The roof should be thoroughly felted, and all outlets placed under proper control. The windows and panes for summer ventilation should all open outwards as shown 'in Figs. 24 and 25.
Whether the pipes are laid under the aisles, or whether a heating and mixing chamber has been built under the church, as suggested, the architect will do well to provide a small window opening, say four square feet in area, as high as possible, and at the end of the church furthest away from the prevailing winds, so that the caretaker can get at it easily and open or shut it without the attention of the audience being directed to what is done. Wherever inlet air is being warmed, either before or as it enters a building, a sudden rush and pressure of the outer air through the doors as they are opened will have the effect of driving back the air from the inlets near the floor level. Any observant person will notice in a church heated with hot water pipes below the aisles and having air inlets entering the trough in which the pipes are fixed, that when the doors of the structure are opened for a few seconds the inlet air is backed, with the result that what remains around the pipes becomes strongly heated and is quickly driven inwards by the sudden rebound of the air through the inlets as soon as the doors are shut again, whilst a moment or two later the incoming air appears to be much colder than it really is. The architect will do well to provide such a window opening as is described above, because this will enable the caretaker at the time the audience is entering the building to throw it more or less open, and relieve the internal pressure caused by the frequent opening of the doors. It may occur to some, perhaps, that if sufficient ventilators were provided, the caretaker could open these, and it would not be necessary for him to have a window for the purpose. It is not at all advisable, however, that the ventilators should be touched when the audience was assembling.

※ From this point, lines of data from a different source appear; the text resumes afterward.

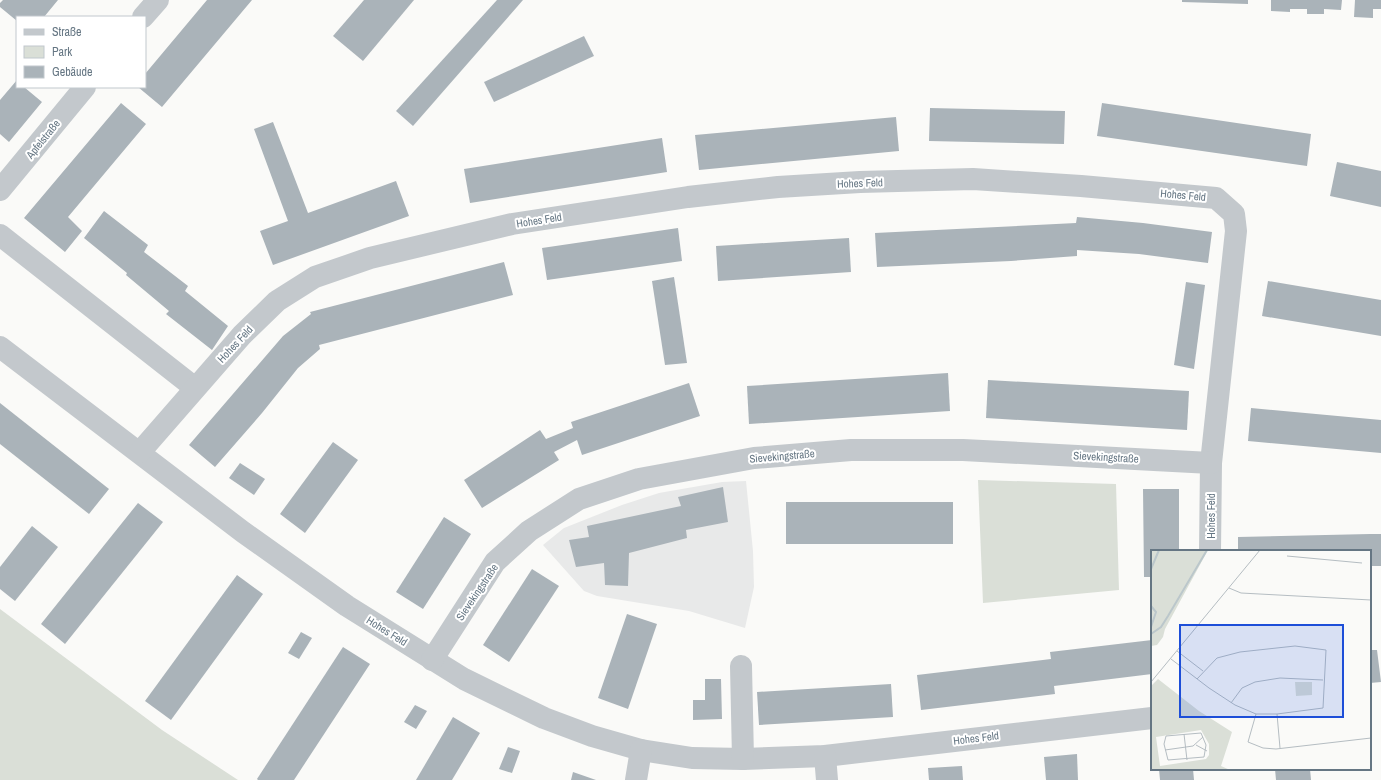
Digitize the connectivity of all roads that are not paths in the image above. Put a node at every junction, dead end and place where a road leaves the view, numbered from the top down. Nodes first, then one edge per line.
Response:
1 (158, 0) edge
2 (144, 16) edge
3 (84, 88) edge
4 (0, 190) edge
5 (0, 234) edge
6 (0, 347) edge
7 (195, 388) junction
8 (140, 452) junction
9 (1211, 463) junction
10 (1210, 550) edge
11 (432, 660) junction
12 (741, 666) dead end
13 (1151, 718) edge
14 (641, 750) junction
15 (825, 756) junction
16 (742, 759) junction
17 (636, 780) edge
18 (826, 780) edge

1 - 2 street
3 - 4 street, Apfelstraße
5 - 7 street
6 - 8 street, Hohes Feld
7 - 8 street, Hohes Feld
7 - 9 street, Hohes Feld
8 - 11 street, Hohes Feld
9 - 10 street, Hohes Feld
9 - 11 street, Sievekingstraße
11 - 14 street, Hohes Feld
12 - 16 street
13 - 15 street, Hohes Feld
14 - 16 street, Hohes Feld
14 - 17 street
15 - 16 street, Hohes Feld
15 - 18 street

These should be most carefully considered and regulated an hour before. If the ventilators were opened wide and forgotten, the church may be subjected to intermittent air currents all through the service. Furthermore, a window opening high up at the east end of the nave of a church would be most valuable for summer ventilation, especially where the prevailing winds blow from the west, south-west or north-west. Double doors are always provided in modern churches and most public buildings, and where air is warmed in quantity and admitted near the floor level, double doors are more necessary than ever.